**Problem to solve:** Could you restate all of the records below exactly, with the pictures left out?

**Materials provided:**
↓↓↓
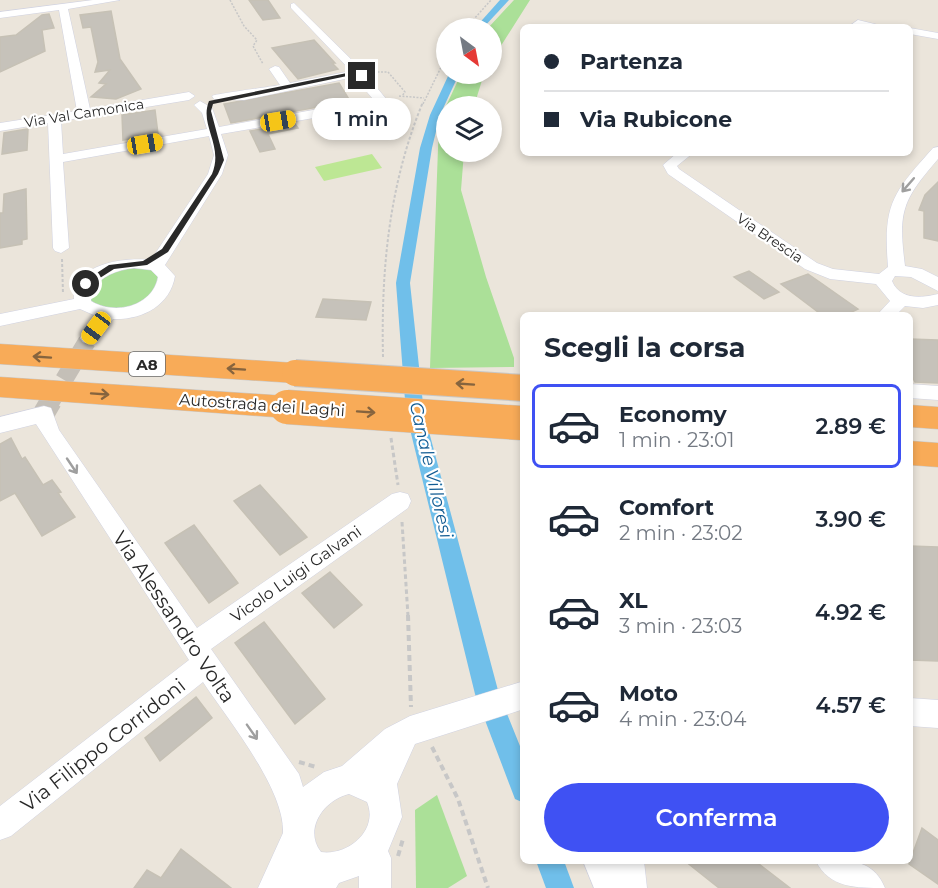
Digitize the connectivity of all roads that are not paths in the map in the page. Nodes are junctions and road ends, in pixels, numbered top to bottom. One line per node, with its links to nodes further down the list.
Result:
1 (115, 0): 3 (street)
2 (294, 6): 8 (street)
3 (63, 7): 4 (street); 11 (street)
4 (0, 15)
5 (913, 32): 6 (street)
6 (938, 36)
7 (275, 69): 9 (street)
8 (361, 75): 9 (street, Via Val Camonica); 14 (street)
9 (287, 87): 10 (street, Via Val Camonica)
10 (204, 99): 11 (street, Via Val Camonica); 14 (street)
11 (84, 112): 12 (street, Via Val Camonica)
12 (54, 117): 13 (street, Via Val Camonica); 17 (street)
13 (0, 127)
14 (214, 132): 17 (street); 19 (street)
15 (938, 151): 20 (street, one-way to 20)
16 (682, 156): 20 (street, Via Brescia)
17 (57, 159): 18 (street)
18 (61, 248)
19 (150, 264): 23 (street); 25 (street)
20 (890, 275): 21 (street, Via Brescia); 22 (street)
21 (937, 288): 22 (street)
22 (902, 299): 24 (street)
23 (83, 303): 25 (street); 26 (street)
24 (889, 312)
25 (107, 314): 27 (street)
26 (0, 320)
27 (89, 338)
28 (0, 354): 30 (highway, Autostrada dei Laghi / A8, one-way to 28, bridge)
29 (0, 387): 35 (highway, Autostrada dei Laghi / A8, one-way to 35, bridge)
30 (520, 388)
31 (913, 391): 32 (street)
32 (938, 393)
33 (913, 416): 34 (highway)
34 (938, 417)
35 (520, 423)
36 (0, 425): 40 (street, Via Alessandro Volta, one-way to 40)
37 (913, 453): 38 (highway)
38 (938, 455)
39 (400, 501): 40 (street, Vicolo Luigi Galvani)
40 (199, 655): 47 (street, Via Filippo Corridoni); 48 (street, Via Alessandro Volta, one-way to 48)
41 (520, 696): 44 (street)
42 (913, 712): 43 (street)
43 (938, 714)
44 (422, 733): 45 (street); 46 (street)
45 (349, 779): 46 (street); 48 (street)
46 (380, 797): 52 (street)
47 (0, 825)
48 (299, 829): 53 (street); 54 (street)
49 (600, 864): 55 (street)
50 (628, 864): 56 (street)
51 (836, 864): 57 (street)
52 (375, 873): 53 (street)
53 (330, 882)
54 (274, 888)
55 (610, 888)
56 (631, 888)
57 (869, 888)

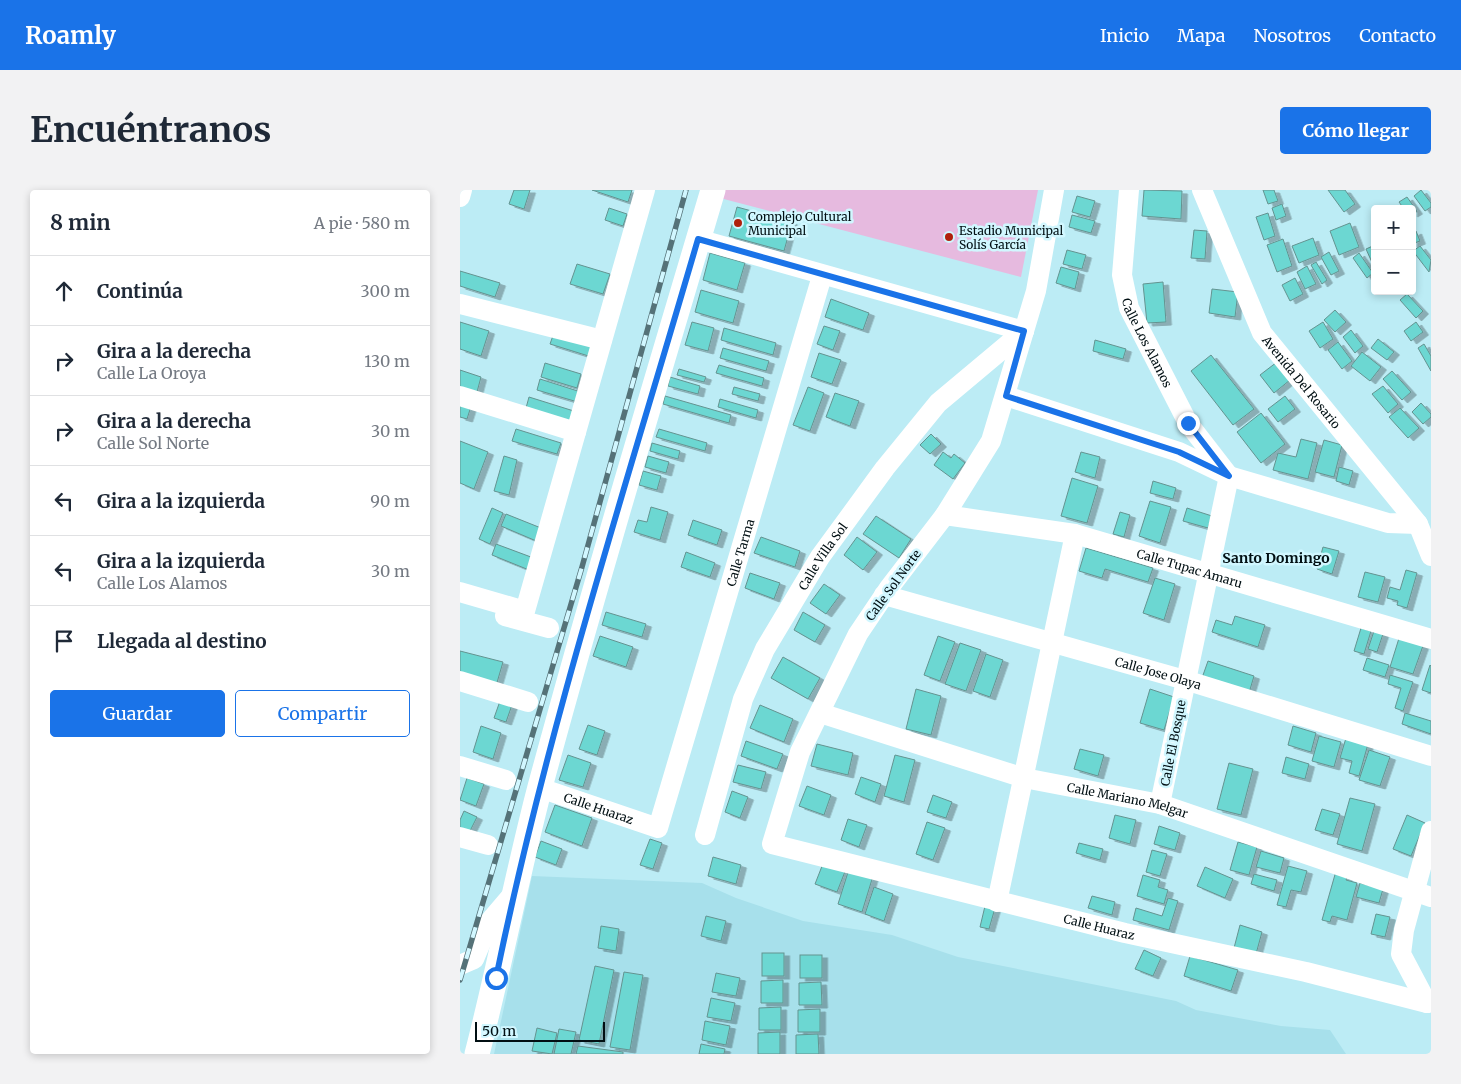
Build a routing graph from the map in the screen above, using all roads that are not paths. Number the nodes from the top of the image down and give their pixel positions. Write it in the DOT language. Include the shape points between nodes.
graph roads {
  1 [pos="462,190"];
  2 [pos="645,190"];
  3 [pos="713,190"];
  4 [pos="1054,190"];
  5 [pos="1129,190"];
  6 [pos="1202,190"];
  7 [pos="460,197"];
  8 [pos="698,239"];
  9 [pos="822,276"];
  10 [pos="460,304"];
  11 [pos="1024,331"];
  12 [pos="602,340"];
  13 [pos="460,396"];
  14 [pos="1006,396"];
  15 [pos="576,432"];
  16 [pos="1229,476"];
  17 [pos="945,515"];
  18 [pos="1418,524"];
  19 [pos="1076,534"];
  20 [pos="1431,556"];
  21 [pos="1208,572"];
  22 [pos="460,592"];
  23 [pos="884,595"];
  24 [pos="460,603"];
  25 [pos="548,628"];
  26 [pos="1431,639"];
  27 [pos="1052,643"];
  28 [pos="1185,680"];
  29 [pos="460,681"];
  30 [pos="528,702"];
  31 [pos="820,713"];
  32 [pos="1431,756"];
  33 [pos="460,766"];
  34 [pos="1024,778"];
  35 [pos="506,780"];
  36 [pos="540,788"];
  37 [pos="1160,804"];
  38 [pos="658,828"];
  39 [pos="1431,831"];
  40 [pos="705,835"];
  41 [pos="460,837"];
  42 [pos="772,844"];
  43 [pos="488,845"];
  44 [pos="1423,893"];
  45 [pos="513,894"];
  46 [pos="997,902"];
  47 [pos="460,965"];
  48 [pos="477,1054"];
  1 -- 7 [label="street"];
  2 -- 12 [label="street"];
  3 -- 8 [label="street"];
  4 -- 11 [label="street, Calle Sol Norte" via="1036,291"];
  5 -- 16 [label="street, Calle Los Alamos" via="1122,276 1129,308 1188,423"];
  6 -- 18 [label="street, Avenida Del Rosario" via="1262,333"];
  8 -- 9 [label="street"];
  8 -- 36 [label="street"];
  9 -- 11 [label="street"];
  9 -- 38 [label="street, Calle Tarma"];
  10 -- 12 [label="street"];
  11 -- 14 [label="street, Calle Sol Norte"];
  11 -- 40 [label="street, Calle Villa Sol" via="938,403 820,557 765,649 743,698"];
  12 -- 15 [label="street"];
  13 -- 15 [label="street"];
  14 -- 16 [label="street" via="1179,452"];
  14 -- 17 [label="street, Calle Sol Norte" via="991,441"];
  15 -- 22 [label="street" via="525,610"];
  16 -- 18 [label="street" via="1388,523"];
  16 -- 21 [label="street, Calle El Bosque"];
  17 -- 19 [label="street, Calle Tupac Amaru"];
  17 -- 23 [label="street, Calle Sol Norte"];
  18 -- 20 [label="street, Avenida Del Rosario"];
  19 -- 21 [label="street, Calle Tupac Amaru"];
  19 -- 27 [label="street"];
  21 -- 26 [label="street, Calle Tupac Amaru"];
  21 -- 28 [label="street, Calle El Bosque"];
  23 -- 27 [label="street, Calle Jose Olaya"];
  23 -- 31 [label="street, Calle Sol Norte" via="858,634"];
  24 -- 25 [label="street"];
  27 -- 28 [label="street, Calle Jose Olaya"];
  27 -- 34 [label="street"];
  28 -- 32 [label="street, Calle Jose Olaya"];
  28 -- 37 [label="street, Calle El Bosque"];
  29 -- 30 [label="street"];
  31 -- 34 [label="street, Calle Mariano Melgar"];
  31 -- 42 [label="street, Calle Sol Norte" via="800,752"];
  33 -- 35 [label="street"];
  34 -- 37 [label="street, Calle Mariano Melgar"];
  34 -- 46 [label="street"];
  36 -- 38 [label="street, Calle Huaraz"];
  36 -- 45 [label="street"];
  37 -- 44 [label="street, Calle Mariano Melgar"];
  39 -- 44 [label="street"];
  41 -- 43 [label="street"];
  42 -- 46 [label="street, Calle Huaraz"];
  44 -- 46 [label="street, Calle Huaraz" via="1404,930 1402,954 1427,1003 1306,972"];
  45 -- 47 [label="street" via="490,921 474,959"];
  45 -- 48 [label="street"];
}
↑↑↑
**Result of this task:**
Digitize the connectivity of all roads that are not paths in the map in the page. Nodes are junctions and road ends, in pixels, numbered top to bottom. One line per node, with its links to nodes further down the list.
Result:
1 (115, 0): 3 (street)
2 (294, 6): 8 (street)
3 (63, 7): 4 (street); 11 (street)
4 (0, 15)
5 (913, 32): 6 (street)
6 (938, 36)
7 (275, 69): 9 (street)
8 (361, 75): 9 (street, Via Val Camonica); 14 (street)
9 (287, 87): 10 (street, Via Val Camonica)
10 (204, 99): 11 (street, Via Val Camonica); 14 (street)
11 (84, 112): 12 (street, Via Val Camonica)
12 (54, 117): 13 (street, Via Val Camonica); 17 (street)
13 (0, 127)
14 (214, 132): 17 (street); 19 (street)
15 (938, 151): 20 (street, one-way to 20)
16 (682, 156): 20 (street, Via Brescia)
17 (57, 159): 18 (street)
18 (61, 248)
19 (150, 264): 23 (street); 25 (street)
20 (890, 275): 21 (street, Via Brescia); 22 (street)
21 (937, 288): 22 (street)
22 (902, 299): 24 (street)
23 (83, 303): 25 (street); 26 (street)
24 (889, 312)
25 (107, 314): 27 (street)
26 (0, 320)
27 (89, 338)
28 (0, 354): 30 (highway, Autostrada dei Laghi / A8, one-way to 28, bridge)
29 (0, 387): 35 (highway, Autostrada dei Laghi / A8, one-way to 35, bridge)
30 (520, 388)
31 (913, 391): 32 (street)
32 (938, 393)
33 (913, 416): 34 (highway)
34 (938, 417)
35 (520, 423)
36 (0, 425): 40 (street, Via Alessandro Volta, one-way to 40)
37 (913, 453): 38 (highway)
38 (938, 455)
39 (400, 501): 40 (street, Vicolo Luigi Galvani)
40 (199, 655): 47 (street, Via Filippo Corridoni); 48 (street, Via Alessandro Volta, one-way to 48)
41 (520, 696): 44 (street)
42 (913, 712): 43 (street)
43 (938, 714)
44 (422, 733): 45 (street); 46 (street)
45 (349, 779): 46 (street); 48 (street)
46 (380, 797): 52 (street)
47 (0, 825)
48 (299, 829): 53 (street); 54 (street)
49 (600, 864): 55 (street)
50 (628, 864): 56 (street)
51 (836, 864): 57 (street)
52 (375, 873): 53 (street)
53 (330, 882)
54 (274, 888)
55 (610, 888)
56 (631, 888)
57 (869, 888)

Build a routing graph from the map in the screen above, using all roads that are not paths. Number the nodes from the top of the image down and give their pixel positions. Write it in the DOT language. Include the shape points between nodes.
graph roads {
  1 [pos="462,190"];
  2 [pos="645,190"];
  3 [pos="713,190"];
  4 [pos="1054,190"];
  5 [pos="1129,190"];
  6 [pos="1202,190"];
  7 [pos="460,197"];
  8 [pos="698,239"];
  9 [pos="822,276"];
  10 [pos="460,304"];
  11 [pos="1024,331"];
  12 [pos="602,340"];
  13 [pos="460,396"];
  14 [pos="1006,396"];
  15 [pos="576,432"];
  16 [pos="1229,476"];
  17 [pos="945,515"];
  18 [pos="1418,524"];
  19 [pos="1076,534"];
  20 [pos="1431,556"];
  21 [pos="1208,572"];
  22 [pos="460,592"];
  23 [pos="884,595"];
  24 [pos="460,603"];
  25 [pos="548,628"];
  26 [pos="1431,639"];
  27 [pos="1052,643"];
  28 [pos="1185,680"];
  29 [pos="460,681"];
  30 [pos="528,702"];
  31 [pos="820,713"];
  32 [pos="1431,756"];
  33 [pos="460,766"];
  34 [pos="1024,778"];
  35 [pos="506,780"];
  36 [pos="540,788"];
  37 [pos="1160,804"];
  38 [pos="658,828"];
  39 [pos="1431,831"];
  40 [pos="705,835"];
  41 [pos="460,837"];
  42 [pos="772,844"];
  43 [pos="488,845"];
  44 [pos="1423,893"];
  45 [pos="513,894"];
  46 [pos="997,902"];
  47 [pos="460,965"];
  48 [pos="477,1054"];
  1 -- 7 [label="street"];
  2 -- 12 [label="street"];
  3 -- 8 [label="street"];
  4 -- 11 [label="street, Calle Sol Norte" via="1036,291"];
  5 -- 16 [label="street, Calle Los Alamos" via="1122,276 1129,308 1188,423"];
  6 -- 18 [label="street, Avenida Del Rosario" via="1262,333"];
  8 -- 9 [label="street"];
  8 -- 36 [label="street"];
  9 -- 11 [label="street"];
  9 -- 38 [label="street, Calle Tarma"];
  10 -- 12 [label="street"];
  11 -- 14 [label="street, Calle Sol Norte"];
  11 -- 40 [label="street, Calle Villa Sol" via="938,403 820,557 765,649 743,698"];
  12 -- 15 [label="street"];
  13 -- 15 [label="street"];
  14 -- 16 [label="street" via="1179,452"];
  14 -- 17 [label="street, Calle Sol Norte" via="991,441"];
  15 -- 22 [label="street" via="525,610"];
  16 -- 18 [label="street" via="1388,523"];
  16 -- 21 [label="street, Calle El Bosque"];
  17 -- 19 [label="street, Calle Tupac Amaru"];
  17 -- 23 [label="street, Calle Sol Norte"];
  18 -- 20 [label="street, Avenida Del Rosario"];
  19 -- 21 [label="street, Calle Tupac Amaru"];
  19 -- 27 [label="street"];
  21 -- 26 [label="street, Calle Tupac Amaru"];
  21 -- 28 [label="street, Calle El Bosque"];
  23 -- 27 [label="street, Calle Jose Olaya"];
  23 -- 31 [label="street, Calle Sol Norte" via="858,634"];
  24 -- 25 [label="street"];
  27 -- 28 [label="street, Calle Jose Olaya"];
  27 -- 34 [label="street"];
  28 -- 32 [label="street, Calle Jose Olaya"];
  28 -- 37 [label="street, Calle El Bosque"];
  29 -- 30 [label="street"];
  31 -- 34 [label="street, Calle Mariano Melgar"];
  31 -- 42 [label="street, Calle Sol Norte" via="800,752"];
  33 -- 35 [label="street"];
  34 -- 37 [label="street, Calle Mariano Melgar"];
  34 -- 46 [label="street"];
  36 -- 38 [label="street, Calle Huaraz"];
  36 -- 45 [label="street"];
  37 -- 44 [label="street, Calle Mariano Melgar"];
  39 -- 44 [label="street"];
  41 -- 43 [label="street"];
  42 -- 46 [label="street, Calle Huaraz"];
  44 -- 46 [label="street, Calle Huaraz" via="1404,930 1402,954 1427,1003 1306,972"];
  45 -- 47 [label="street" via="490,921 474,959"];
  45 -- 48 [label="street"];
}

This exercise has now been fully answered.